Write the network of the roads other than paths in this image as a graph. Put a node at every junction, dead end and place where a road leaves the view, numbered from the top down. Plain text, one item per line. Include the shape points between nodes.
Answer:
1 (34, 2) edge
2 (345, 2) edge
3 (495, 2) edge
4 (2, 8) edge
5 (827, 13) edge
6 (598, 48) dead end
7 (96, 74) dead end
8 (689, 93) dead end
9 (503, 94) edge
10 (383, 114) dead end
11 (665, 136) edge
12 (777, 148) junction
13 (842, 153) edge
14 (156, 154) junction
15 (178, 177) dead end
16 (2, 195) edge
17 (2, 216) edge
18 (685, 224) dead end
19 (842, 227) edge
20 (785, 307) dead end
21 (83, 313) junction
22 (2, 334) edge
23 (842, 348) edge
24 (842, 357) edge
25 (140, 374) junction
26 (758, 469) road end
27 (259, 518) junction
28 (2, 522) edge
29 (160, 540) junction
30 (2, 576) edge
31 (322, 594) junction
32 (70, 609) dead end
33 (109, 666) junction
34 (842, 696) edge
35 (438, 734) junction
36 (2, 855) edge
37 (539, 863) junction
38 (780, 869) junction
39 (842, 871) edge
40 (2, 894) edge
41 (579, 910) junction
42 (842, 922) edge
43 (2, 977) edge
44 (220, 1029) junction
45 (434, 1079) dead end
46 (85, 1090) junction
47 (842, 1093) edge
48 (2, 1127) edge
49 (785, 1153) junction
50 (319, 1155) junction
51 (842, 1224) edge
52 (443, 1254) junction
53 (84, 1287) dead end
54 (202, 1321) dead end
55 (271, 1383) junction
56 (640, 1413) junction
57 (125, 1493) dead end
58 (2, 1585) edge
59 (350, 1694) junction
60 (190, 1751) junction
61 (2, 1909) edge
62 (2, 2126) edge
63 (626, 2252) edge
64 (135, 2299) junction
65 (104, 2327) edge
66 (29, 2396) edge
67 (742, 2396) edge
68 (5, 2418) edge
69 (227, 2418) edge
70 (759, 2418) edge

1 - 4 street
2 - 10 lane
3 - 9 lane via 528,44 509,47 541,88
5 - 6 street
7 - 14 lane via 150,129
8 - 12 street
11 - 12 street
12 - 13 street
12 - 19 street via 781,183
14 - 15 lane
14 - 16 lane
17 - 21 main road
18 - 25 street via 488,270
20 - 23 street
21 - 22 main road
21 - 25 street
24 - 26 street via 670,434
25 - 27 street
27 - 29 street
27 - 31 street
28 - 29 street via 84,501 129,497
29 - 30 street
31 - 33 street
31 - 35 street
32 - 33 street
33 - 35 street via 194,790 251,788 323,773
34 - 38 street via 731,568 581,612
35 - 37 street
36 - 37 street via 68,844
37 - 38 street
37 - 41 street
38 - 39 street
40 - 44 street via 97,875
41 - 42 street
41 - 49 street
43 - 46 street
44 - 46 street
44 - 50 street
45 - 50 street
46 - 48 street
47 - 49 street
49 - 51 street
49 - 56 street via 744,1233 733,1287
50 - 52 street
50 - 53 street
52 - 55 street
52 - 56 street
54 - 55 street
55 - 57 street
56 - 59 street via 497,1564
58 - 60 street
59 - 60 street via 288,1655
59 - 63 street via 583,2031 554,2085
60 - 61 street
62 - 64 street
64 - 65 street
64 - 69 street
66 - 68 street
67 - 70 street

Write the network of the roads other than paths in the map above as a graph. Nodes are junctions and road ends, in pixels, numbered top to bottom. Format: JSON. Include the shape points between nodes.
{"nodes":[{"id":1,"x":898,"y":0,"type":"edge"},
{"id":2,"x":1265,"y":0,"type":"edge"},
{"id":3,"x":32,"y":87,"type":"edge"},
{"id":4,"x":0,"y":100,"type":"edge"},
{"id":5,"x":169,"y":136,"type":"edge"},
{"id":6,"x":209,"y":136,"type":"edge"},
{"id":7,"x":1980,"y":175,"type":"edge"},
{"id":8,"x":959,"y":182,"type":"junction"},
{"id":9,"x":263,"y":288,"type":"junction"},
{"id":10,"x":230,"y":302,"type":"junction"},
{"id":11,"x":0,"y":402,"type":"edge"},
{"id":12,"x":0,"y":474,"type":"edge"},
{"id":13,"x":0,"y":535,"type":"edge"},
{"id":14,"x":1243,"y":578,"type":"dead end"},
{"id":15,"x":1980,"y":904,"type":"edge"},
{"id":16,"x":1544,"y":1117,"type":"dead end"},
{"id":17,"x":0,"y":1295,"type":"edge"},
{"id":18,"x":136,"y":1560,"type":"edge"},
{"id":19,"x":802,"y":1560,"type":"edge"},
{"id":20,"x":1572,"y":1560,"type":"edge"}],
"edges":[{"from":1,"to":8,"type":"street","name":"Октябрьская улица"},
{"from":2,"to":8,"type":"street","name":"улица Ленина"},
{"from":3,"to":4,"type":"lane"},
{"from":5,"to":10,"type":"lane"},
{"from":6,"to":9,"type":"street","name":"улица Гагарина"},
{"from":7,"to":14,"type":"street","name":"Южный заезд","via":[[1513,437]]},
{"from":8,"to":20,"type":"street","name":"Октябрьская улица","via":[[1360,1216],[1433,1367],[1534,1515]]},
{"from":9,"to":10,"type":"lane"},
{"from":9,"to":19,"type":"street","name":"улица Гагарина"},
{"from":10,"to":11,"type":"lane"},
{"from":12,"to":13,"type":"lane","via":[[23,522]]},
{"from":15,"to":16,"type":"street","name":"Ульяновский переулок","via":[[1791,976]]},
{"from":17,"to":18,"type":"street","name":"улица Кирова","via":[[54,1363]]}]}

· · · ·

WHAT THE TASK REQUIRES
After reading the entries, reproduce every one of them exactly.

EXERCISE RESPONSE
Write the network of the roads other than paths in this image as a graph. Put a node at every junction, dead end and place where a road leaves the view, numbered from the top down. Plain text, one item per line. Include the shape points between nodes.
Answer:
1 (34, 2) edge
2 (345, 2) edge
3 (495, 2) edge
4 (2, 8) edge
5 (827, 13) edge
6 (598, 48) dead end
7 (96, 74) dead end
8 (689, 93) dead end
9 (503, 94) edge
10 (383, 114) dead end
11 (665, 136) edge
12 (777, 148) junction
13 (842, 153) edge
14 (156, 154) junction
15 (178, 177) dead end
16 (2, 195) edge
17 (2, 216) edge
18 (685, 224) dead end
19 (842, 227) edge
20 (785, 307) dead end
21 (83, 313) junction
22 (2, 334) edge
23 (842, 348) edge
24 (842, 357) edge
25 (140, 374) junction
26 (758, 469) road end
27 (259, 518) junction
28 (2, 522) edge
29 (160, 540) junction
30 (2, 576) edge
31 (322, 594) junction
32 (70, 609) dead end
33 (109, 666) junction
34 (842, 696) edge
35 (438, 734) junction
36 (2, 855) edge
37 (539, 863) junction
38 (780, 869) junction
39 (842, 871) edge
40 (2, 894) edge
41 (579, 910) junction
42 (842, 922) edge
43 (2, 977) edge
44 (220, 1029) junction
45 (434, 1079) dead end
46 (85, 1090) junction
47 (842, 1093) edge
48 (2, 1127) edge
49 (785, 1153) junction
50 (319, 1155) junction
51 (842, 1224) edge
52 (443, 1254) junction
53 (84, 1287) dead end
54 (202, 1321) dead end
55 (271, 1383) junction
56 (640, 1413) junction
57 (125, 1493) dead end
58 (2, 1585) edge
59 (350, 1694) junction
60 (190, 1751) junction
61 (2, 1909) edge
62 (2, 2126) edge
63 (626, 2252) edge
64 (135, 2299) junction
65 (104, 2327) edge
66 (29, 2396) edge
67 (742, 2396) edge
68 (5, 2418) edge
69 (227, 2418) edge
70 (759, 2418) edge

1 - 4 street
2 - 10 lane
3 - 9 lane via 528,44 509,47 541,88
5 - 6 street
7 - 14 lane via 150,129
8 - 12 street
11 - 12 street
12 - 13 street
12 - 19 street via 781,183
14 - 15 lane
14 - 16 lane
17 - 21 main road
18 - 25 street via 488,270
20 - 23 street
21 - 22 main road
21 - 25 street
24 - 26 street via 670,434
25 - 27 street
27 - 29 street
27 - 31 street
28 - 29 street via 84,501 129,497
29 - 30 street
31 - 33 street
31 - 35 street
32 - 33 street
33 - 35 street via 194,790 251,788 323,773
34 - 38 street via 731,568 581,612
35 - 37 street
36 - 37 street via 68,844
37 - 38 street
37 - 41 street
38 - 39 street
40 - 44 street via 97,875
41 - 42 street
41 - 49 street
43 - 46 street
44 - 46 street
44 - 50 street
45 - 50 street
46 - 48 street
47 - 49 street
49 - 51 street
49 - 56 street via 744,1233 733,1287
50 - 52 street
50 - 53 street
52 - 55 street
52 - 56 street
54 - 55 street
55 - 57 street
56 - 59 street via 497,1564
58 - 60 street
59 - 60 street via 288,1655
59 - 63 street via 583,2031 554,2085
60 - 61 street
62 - 64 street
64 - 65 street
64 - 69 street
66 - 68 street
67 - 70 street

Write the network of the roads other than paths in the map above as a graph. Nodes are junctions and road ends, in pixels, numbered top to bottom. Format: JSON. Include the shape points between nodes.
{"nodes":[{"id":1,"x":898,"y":0,"type":"edge"},
{"id":2,"x":1265,"y":0,"type":"edge"},
{"id":3,"x":32,"y":87,"type":"edge"},
{"id":4,"x":0,"y":100,"type":"edge"},
{"id":5,"x":169,"y":136,"type":"edge"},
{"id":6,"x":209,"y":136,"type":"edge"},
{"id":7,"x":1980,"y":175,"type":"edge"},
{"id":8,"x":959,"y":182,"type":"junction"},
{"id":9,"x":263,"y":288,"type":"junction"},
{"id":10,"x":230,"y":302,"type":"junction"},
{"id":11,"x":0,"y":402,"type":"edge"},
{"id":12,"x":0,"y":474,"type":"edge"},
{"id":13,"x":0,"y":535,"type":"edge"},
{"id":14,"x":1243,"y":578,"type":"dead end"},
{"id":15,"x":1980,"y":904,"type":"edge"},
{"id":16,"x":1544,"y":1117,"type":"dead end"},
{"id":17,"x":0,"y":1295,"type":"edge"},
{"id":18,"x":136,"y":1560,"type":"edge"},
{"id":19,"x":802,"y":1560,"type":"edge"},
{"id":20,"x":1572,"y":1560,"type":"edge"}],
"edges":[{"from":1,"to":8,"type":"street","name":"Октябрьская улица"},
{"from":2,"to":8,"type":"street","name":"улица Ленина"},
{"from":3,"to":4,"type":"lane"},
{"from":5,"to":10,"type":"lane"},
{"from":6,"to":9,"type":"street","name":"улица Гагарина"},
{"from":7,"to":14,"type":"street","name":"Южный заезд","via":[[1513,437]]},
{"from":8,"to":20,"type":"street","name":"Октябрьская улица","via":[[1360,1216],[1433,1367],[1534,1515]]},
{"from":9,"to":10,"type":"lane"},
{"from":9,"to":19,"type":"street","name":"улица Гагарина"},
{"from":10,"to":11,"type":"lane"},
{"from":12,"to":13,"type":"lane","via":[[23,522]]},
{"from":15,"to":16,"type":"street","name":"Ульяновский переулок","via":[[1791,976]]},
{"from":17,"to":18,"type":"street","name":"улица Кирова","via":[[54,1363]]}]}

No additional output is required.